I’m only saying that the auditor’s public duty is to provide an opinion on whether the financial statements are presented fairly according to GAAP and to opine on whether the organization is a going concern. In the case of the firms that were taken over, bailed out or went bankrupt, they failed to perform these responsibilities well, in my opinion. Given the number of shareholders and their plaintiff’s lawyers that agree with me, we shall see…
Francine
“There will be growth in the spring.” I loved that movie.
Some things to point out:
(1) It’s inconsistent for the auditor to have different valuations for credit default swaps held by Goldman and payable by AIG. If anything, Goldman’s value for the credit default swaps should have been less than AIG liability for those swaps. That is because Goldman’s auditors should have known that if the swaps were worth what Goldman was saying they were worth, AIG would go under from paying Goldman and other holders for the swaps. (Unless the government bailout of AIG that really ticked this writer off could have been assumed.)
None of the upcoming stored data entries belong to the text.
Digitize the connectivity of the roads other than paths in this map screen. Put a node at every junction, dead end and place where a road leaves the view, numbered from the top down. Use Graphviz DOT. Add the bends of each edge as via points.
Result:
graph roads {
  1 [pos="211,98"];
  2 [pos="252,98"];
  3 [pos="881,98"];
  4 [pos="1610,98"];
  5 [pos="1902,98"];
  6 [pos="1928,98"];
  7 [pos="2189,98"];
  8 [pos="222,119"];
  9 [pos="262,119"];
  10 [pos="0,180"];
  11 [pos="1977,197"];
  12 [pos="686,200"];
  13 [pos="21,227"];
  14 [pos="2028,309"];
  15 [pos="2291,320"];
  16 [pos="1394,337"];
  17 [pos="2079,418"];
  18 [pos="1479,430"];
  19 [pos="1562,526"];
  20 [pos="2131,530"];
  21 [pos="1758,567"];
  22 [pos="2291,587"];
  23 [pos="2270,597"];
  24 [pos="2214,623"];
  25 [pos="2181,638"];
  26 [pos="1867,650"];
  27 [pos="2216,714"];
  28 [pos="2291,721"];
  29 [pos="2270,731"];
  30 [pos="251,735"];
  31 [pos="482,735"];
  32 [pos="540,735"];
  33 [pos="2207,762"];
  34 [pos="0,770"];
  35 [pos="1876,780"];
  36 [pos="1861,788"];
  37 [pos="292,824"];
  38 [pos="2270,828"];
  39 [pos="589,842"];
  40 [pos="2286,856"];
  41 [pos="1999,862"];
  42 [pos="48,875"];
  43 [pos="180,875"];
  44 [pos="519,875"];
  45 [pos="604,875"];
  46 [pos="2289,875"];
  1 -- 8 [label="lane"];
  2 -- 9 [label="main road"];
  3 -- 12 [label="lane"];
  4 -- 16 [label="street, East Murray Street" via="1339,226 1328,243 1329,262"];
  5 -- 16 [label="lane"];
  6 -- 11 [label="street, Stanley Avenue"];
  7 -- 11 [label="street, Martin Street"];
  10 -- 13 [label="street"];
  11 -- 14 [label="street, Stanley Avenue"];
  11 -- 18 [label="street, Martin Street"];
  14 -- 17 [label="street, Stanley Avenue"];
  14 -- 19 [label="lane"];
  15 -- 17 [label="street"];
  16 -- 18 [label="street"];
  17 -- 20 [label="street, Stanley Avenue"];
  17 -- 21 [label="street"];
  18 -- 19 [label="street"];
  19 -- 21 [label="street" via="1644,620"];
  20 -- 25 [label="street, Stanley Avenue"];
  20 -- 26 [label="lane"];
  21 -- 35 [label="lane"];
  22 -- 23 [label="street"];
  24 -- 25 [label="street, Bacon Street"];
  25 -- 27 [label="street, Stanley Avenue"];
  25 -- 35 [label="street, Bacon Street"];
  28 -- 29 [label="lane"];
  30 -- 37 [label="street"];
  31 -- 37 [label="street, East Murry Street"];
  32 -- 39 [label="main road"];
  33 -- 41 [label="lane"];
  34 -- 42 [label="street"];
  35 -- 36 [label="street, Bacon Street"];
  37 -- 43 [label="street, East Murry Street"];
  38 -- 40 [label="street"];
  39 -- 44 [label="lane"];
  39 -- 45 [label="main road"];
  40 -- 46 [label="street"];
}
(2) If the auditors did their job auditing Lehman Brothers, AIG, Bear Stearns, Citicorp, Washington Mutual, etc., what is the value of having a certified audit? Is there any value?
(3) Although considered an energy company, Enron was in many ways a financial institution and one major reason it went bankrupt was because of its energy tradiing operations. It vastly overvalued its “price risk management assets” (by more than $20 billion) that it acquired from energy trades? Was there really any difference between Enron and Bear Stearns or Lehman with respect to overvaluation issues?
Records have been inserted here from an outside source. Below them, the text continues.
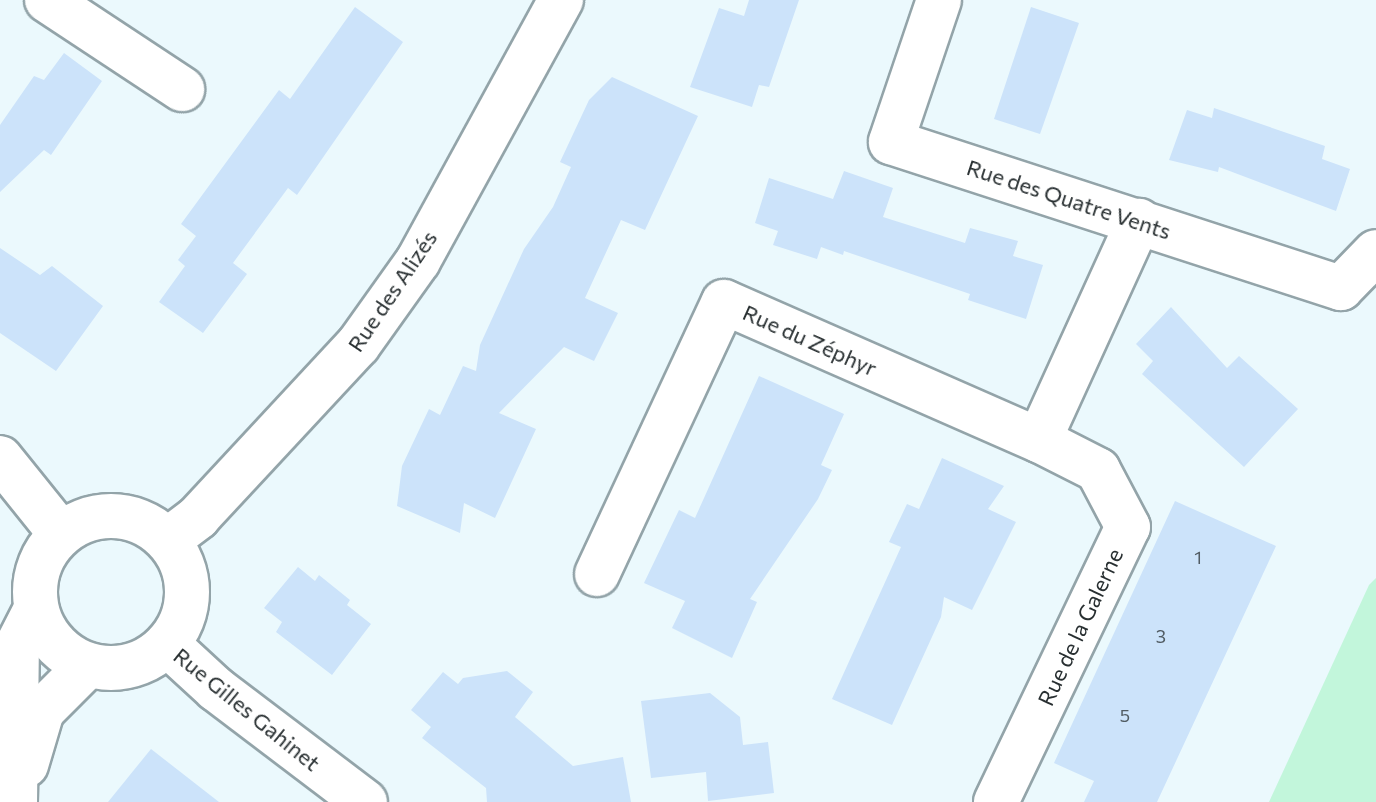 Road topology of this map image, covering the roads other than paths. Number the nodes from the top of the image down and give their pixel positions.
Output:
1 (47, 0) edge
2 (561, 0) edge
3 (939, 0) edge
4 (182, 89) dead end
5 (1139, 221) junction
6 (1376, 252) edge
7 (1039, 440) junction
8 (0, 458) edge
9 (61, 534) junction
10 (168, 540) junction
11 (597, 574) dead end
12 (36, 609) junction
13 (167, 644) junction
14 (88, 665) junction
15 (15, 802) edge
16 (365, 802) edge
17 (996, 802) edge

1 - 4 street
2 - 10 street, Rue des Alizés
3 - 5 street, Rue des Quatre Vents
5 - 6 street, Rue des Quatre Vents
5 - 7 street
7 - 11 street, Rue du Zéphyr
7 - 17 street, Rue de la Galerne
8 - 9 street
9 - 10 street
9 - 12 street
10 - 13 street
12 - 14 street
12 - 15 street
13 - 14 street
13 - 16 street, Rue Gilles Gahinet
14 - 15 street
What assets can you get from an accounting firm that goes bankrupt? The assets are mostly in the form of goodwill. That will be lost if a firm is put out of business. What did the Enron, Worldcom, Qwest, Mountain Bell i(merged with Qwest) and Global Crossing investors get from the remains of AA. Nothing compared to the losses that they incurred from AA’s gross negligence. Isn’t it a problem that AA never reimbursed those investors for their real economic losses?
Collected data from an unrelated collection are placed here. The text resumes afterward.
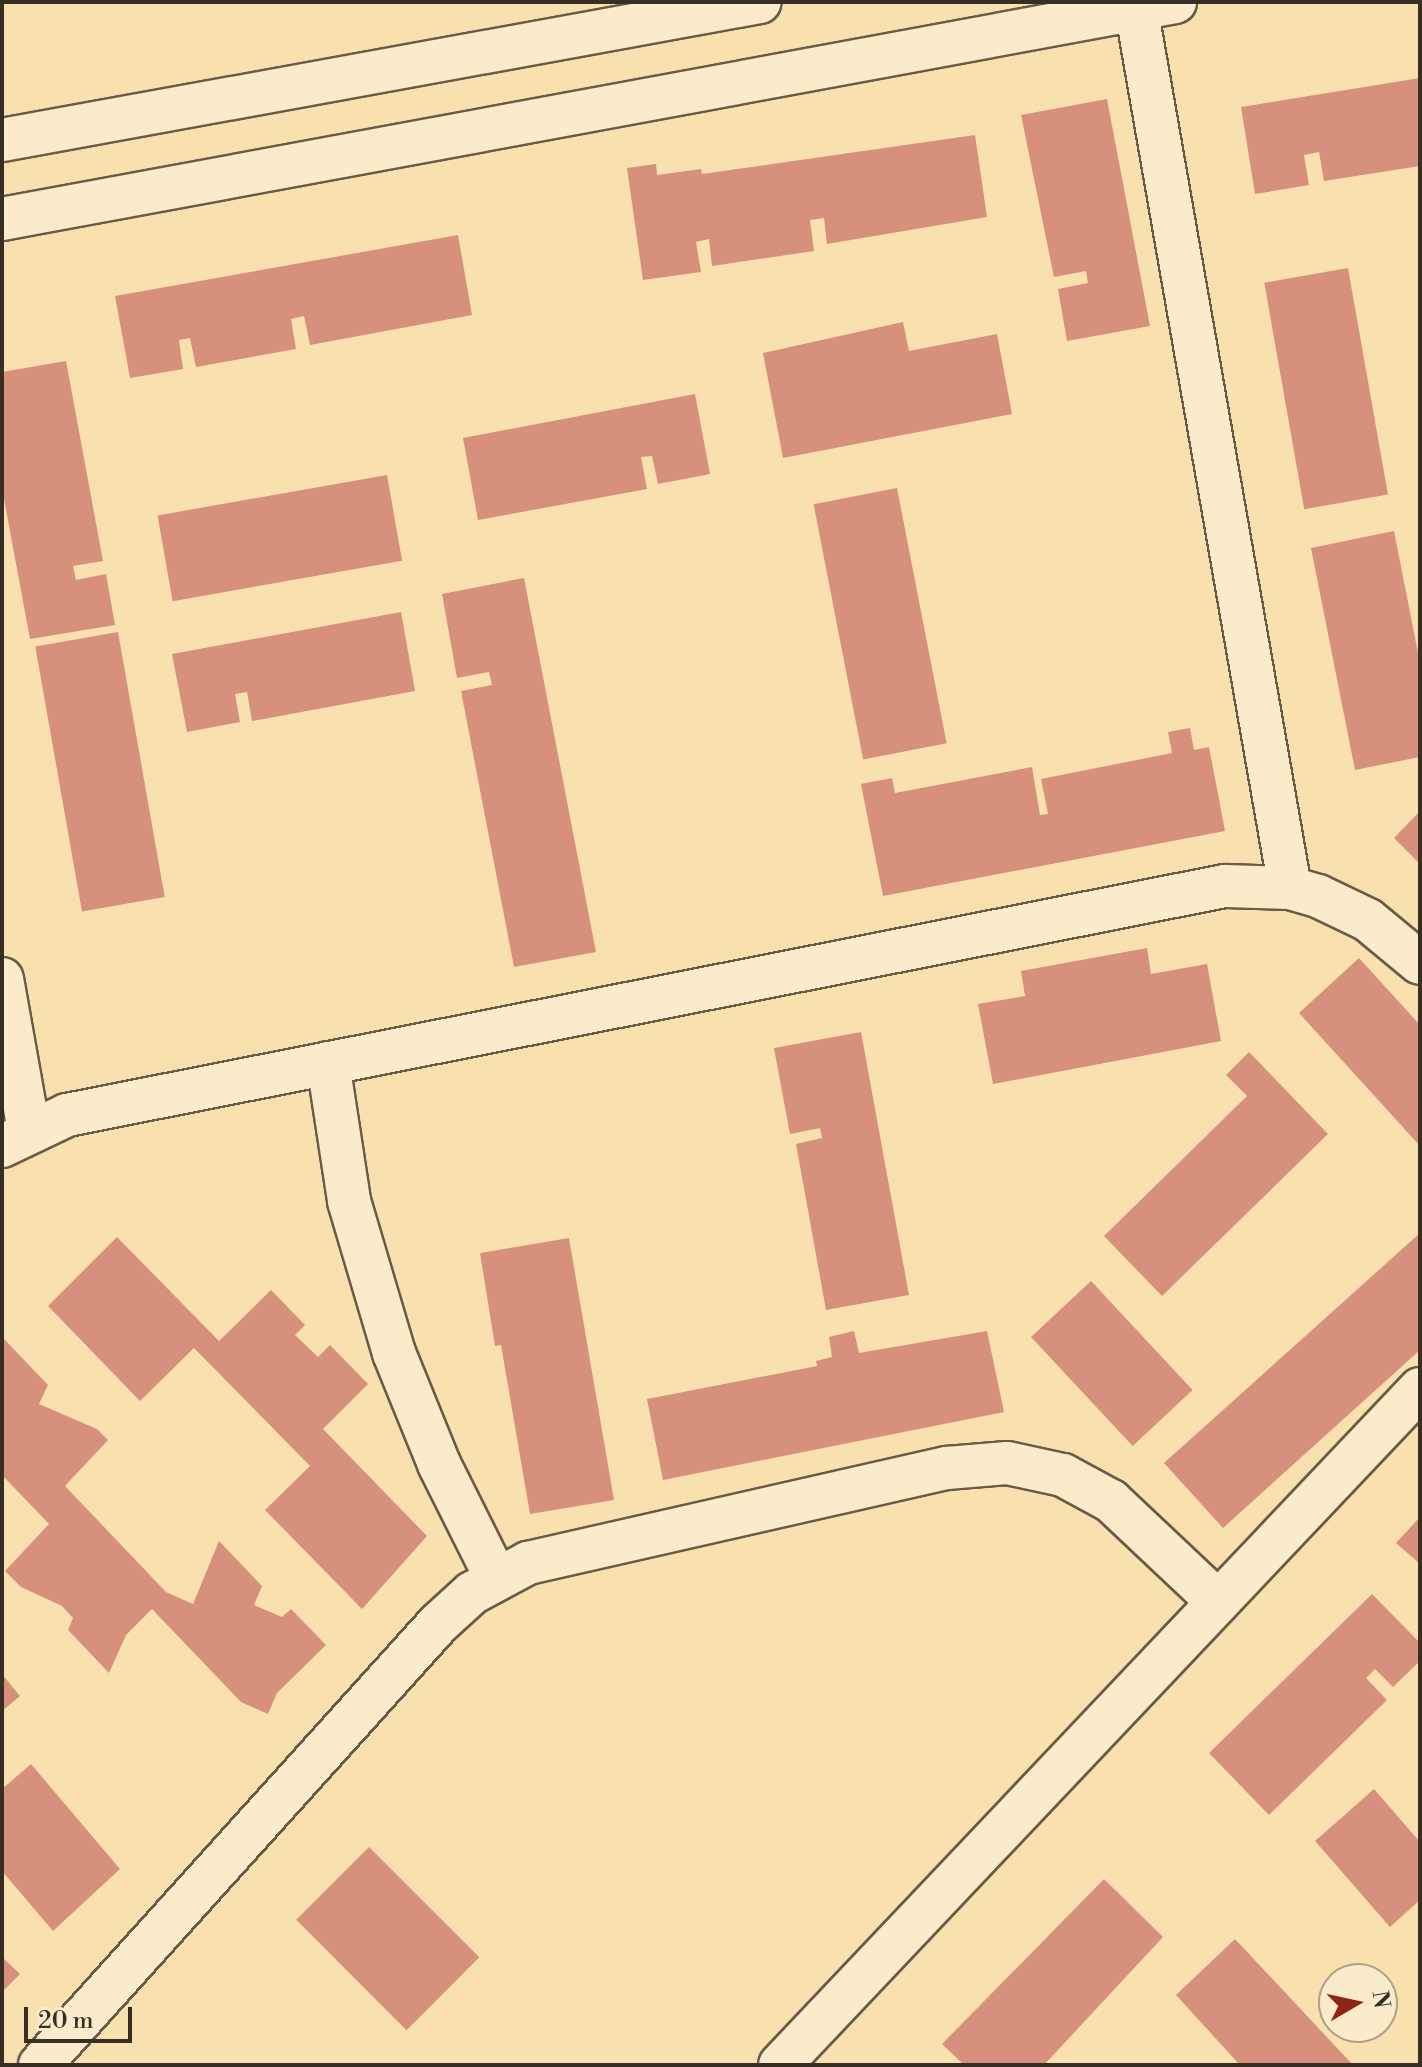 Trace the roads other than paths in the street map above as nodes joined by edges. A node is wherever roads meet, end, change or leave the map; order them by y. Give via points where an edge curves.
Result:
1 (760, 2) edge
2 (1149, 4) edge
3 (2, 140) edge
4 (2, 219) edge
5 (1290, 888) junction
6 (1420, 963) edge
7 (2, 979) edge
8 (328, 1063) junction
9 (16, 1138) edge
10 (1419, 1391) edge
11 (496, 1578) junction
12 (1218, 1602) junction
13 (40, 2065) edge
14 (780, 2065) edge

1 - 3 street
2 - 4 street
2 - 5 street
5 - 6 street via 1357,914
5 - 8 street via 1225,886
7 - 9 street
8 - 9 street via 67,1115
8 - 11 street via 349,1201 394,1353 439,1464
10 - 12 street
11 - 12 street via 561,1551 947,1468 1007,1463 1063,1475 1111,1501
11 - 13 street via 438,1624
12 - 14 street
IWhat would my solution to that problem be? Maybe each firm performing audits should have to put up a bond that would be available to creditors in the event of malpractice lawsuits. Let’s say that bond was equal to at least two years of the firm’s audit revenues. The bonding company isn’t going to let the partners off the hook. Most of those partners are going to have to put their homes as collateral to get the bonding company to write the bond. You could even have an experience rate type of adjustment so firms that had a bad claim history had to increase the amount of their bond and firms with a good claim history could reduce the amount of their bond.
Any thoughts?
David,
Do you really think that if a billion dollar company goes bankrupt and the auditors are found negligent should they be liable for the billion dollar losses of investors?
I have always loved that film, and was saddened when Jerzy Kosinski, who wrote the book on which it was based, killed himself.